2002-01-16 Thread Newton, Philip

Nicholas Clark wrote:
> Does a CGI always run with a socket as STDOUT?
> (in that running with a CGI-faked ENV as part of a pipe in a 
> cron job is going to look awfuly like being run from a web
> server)
> 
> Or will there be servers that run the CGI with the output to 
> a pipe and in turn pump that to the client?

I doubt the specification makes any mention of this.

FYI, the Xitami web server (at least on Win32 systems) doesn't output any of
the CGI's output to the client until the CGI is done, so perhaps it
implements CGI with STDOUT directed to a file, which it then reads -- in
which case you couldn't even rely on dev & ino fields of stat(STDIN).

Cheers,
Philip
-- 
Philip Newton <[EMAIL PROTECTED]>
All opinions are my own, not my employer's.
If you're not part of the solution, you're part of the precipitate.




Re: OT perl question

2002-01-15 Thread Nicholas Clark

On Tue, Jan 15, 2002 at 04:15:29PM +, [EMAIL PROTECTED] wrote:
> I'd be very surprised if you have a terminal in a cron job (which was
> one possibility from the original requirements above). You can
> probably also use POSIX::isatty() from perl but I haven't checked
> it in detail, or the -t file test, which checks if a filehandle is
> opened to a tty.

Does a CGI always run with a socket as STDOUT?
(in that running with a CGI-faked ENV as part of a pipe in a cron job is
going to look awfuly like being run from a web server)

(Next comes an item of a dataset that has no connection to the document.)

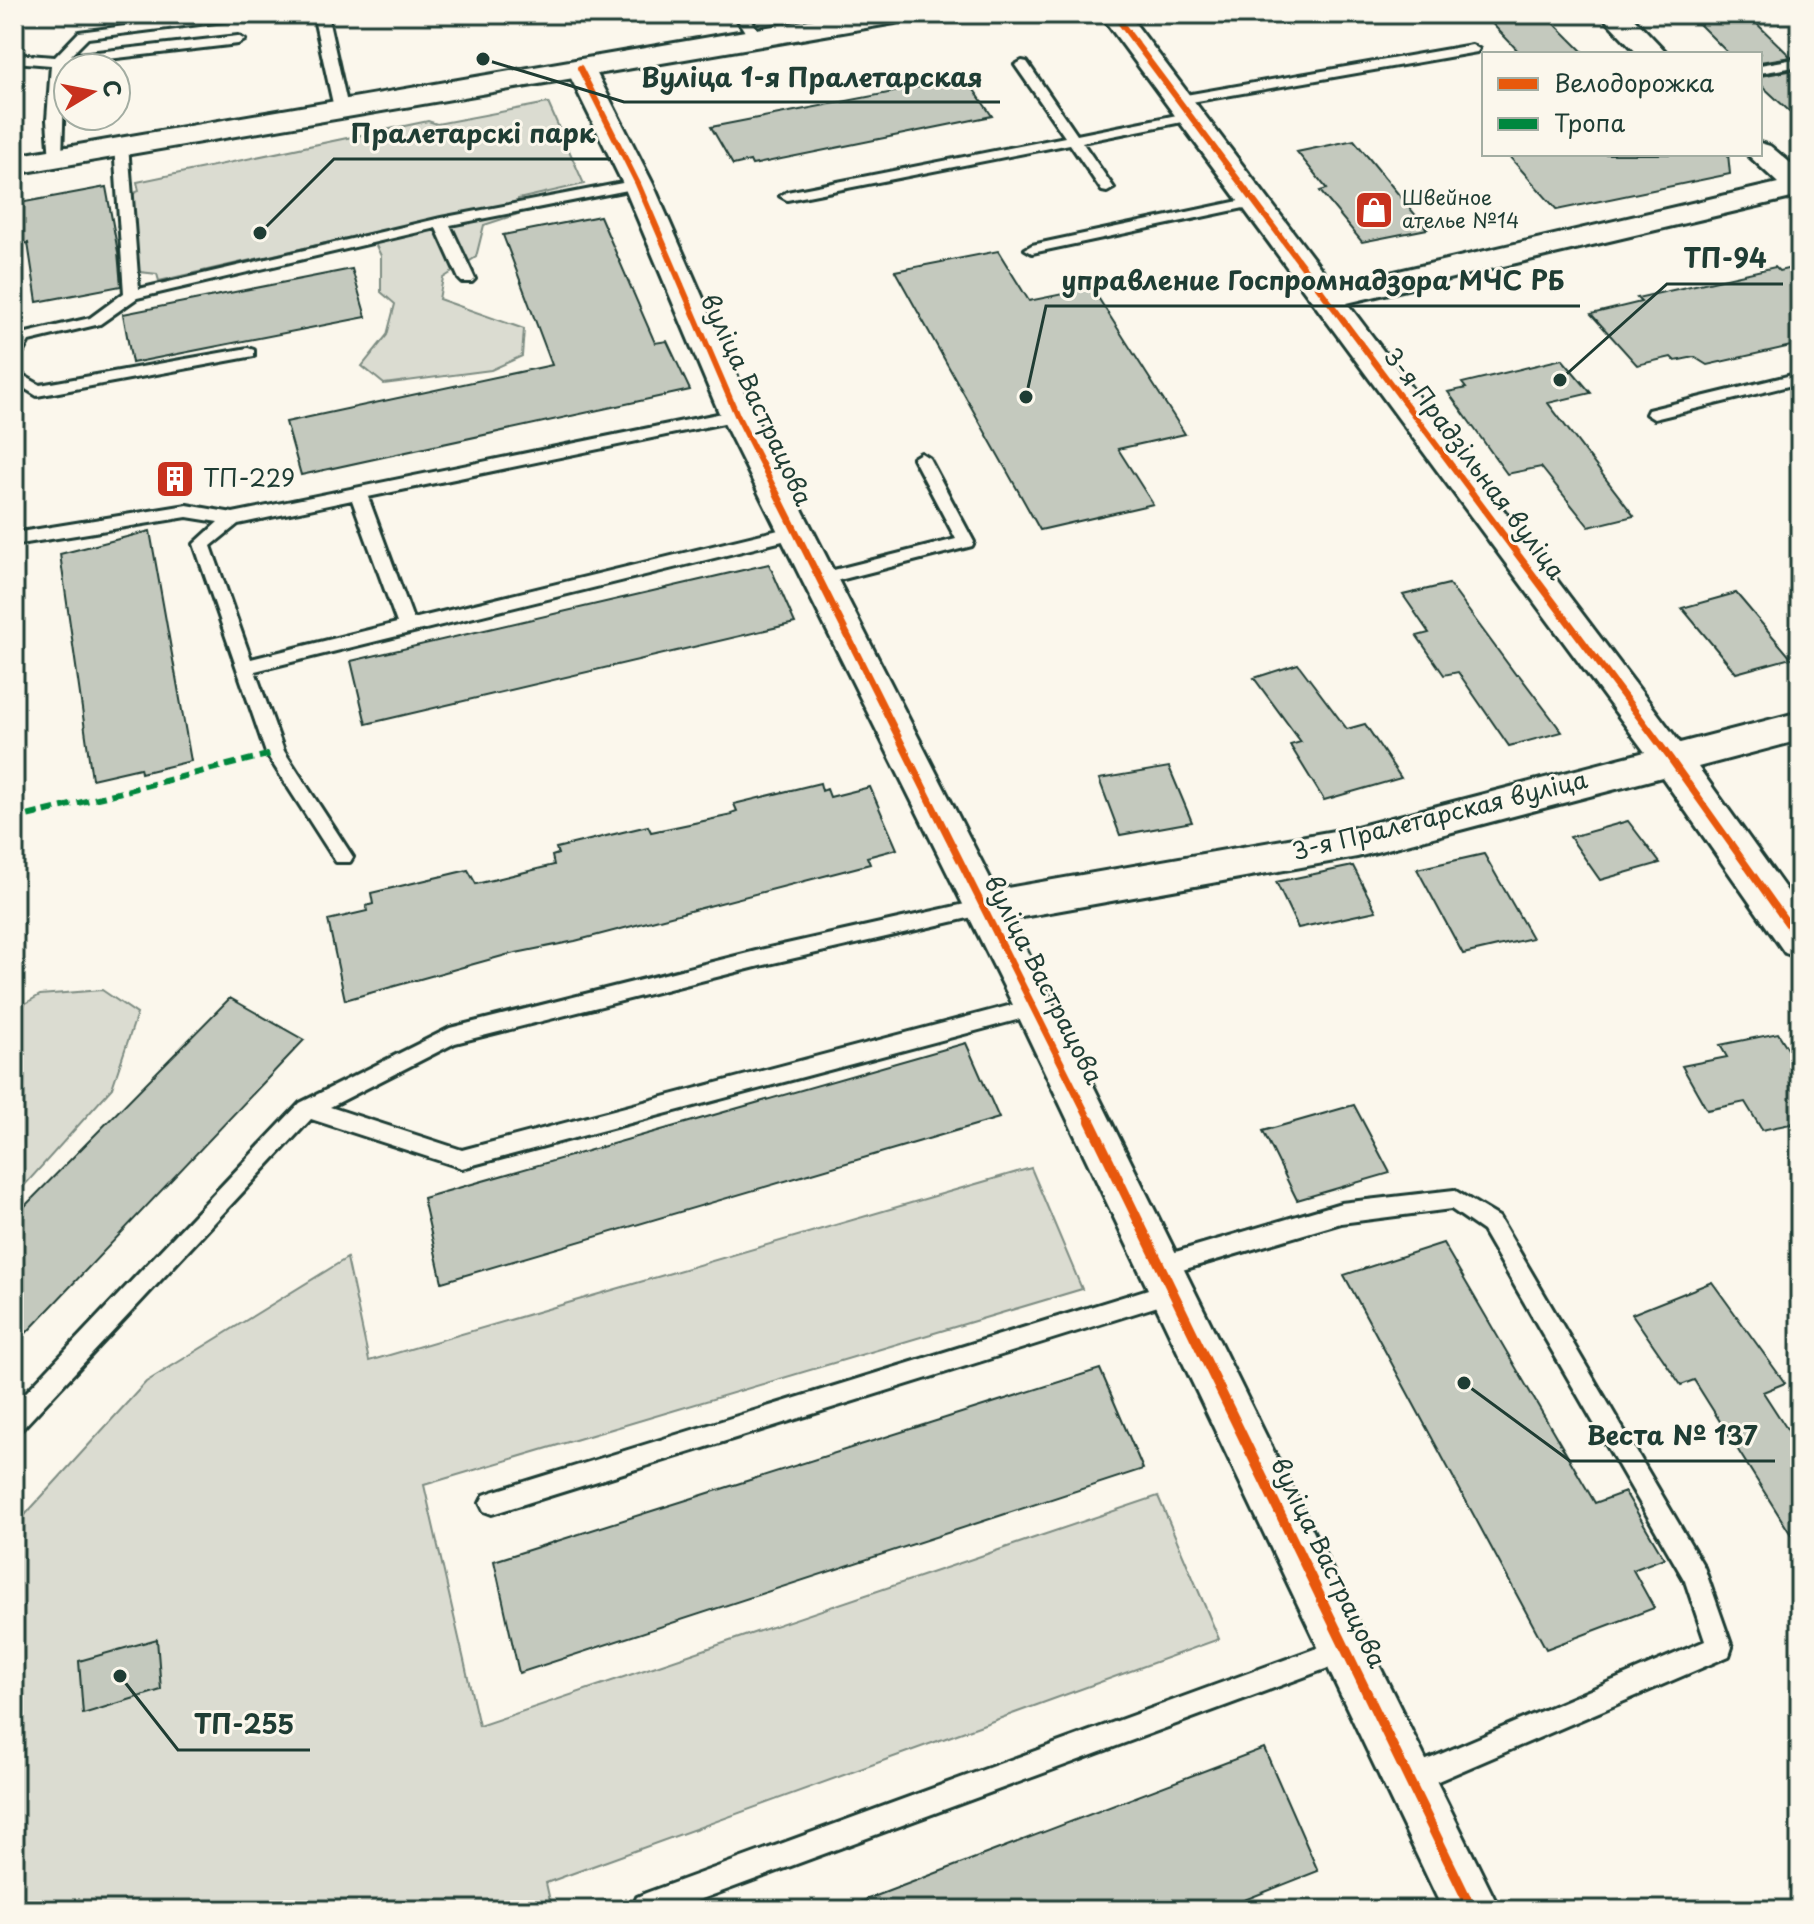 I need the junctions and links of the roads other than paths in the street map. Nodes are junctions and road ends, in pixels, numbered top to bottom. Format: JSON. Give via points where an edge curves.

Or will there be servers that run the CGI with the output to a pipe and in
turn pump that to the client?

Maybe this is all too complex for the purposes of original question.

Nicholas Clark
-- 
ENOJOB http://www.ccl4.org/~nick/CV.html




Re: OT perl question

2002-01-15 Thread Paul Makepeace

On Tue, Jan 15, 2002 at 05:27:45PM +, Dominic Mitchell wrote:
> nemesis <[EMAIL PROTECTED]> writes:
> > Thanks to everyone who helped.  I will dump all the $ENV variable see
> > what I can see in the different cases.
> 
> Alternatively, have a look at some of the test cgi scripts that come
> with apache.  I was far too lazy to actually write a CGI to find that
> one out.  :-)

Here's one I prepared earlier,

http://realprogrammers.com/cgi-bin/env.cgi
http://realprogrammers.com/cgi-bin/src.cgi?env.cgi (source)

..which provides a dump of the environment variables and allows you to
play with a variety of GET & POST queries.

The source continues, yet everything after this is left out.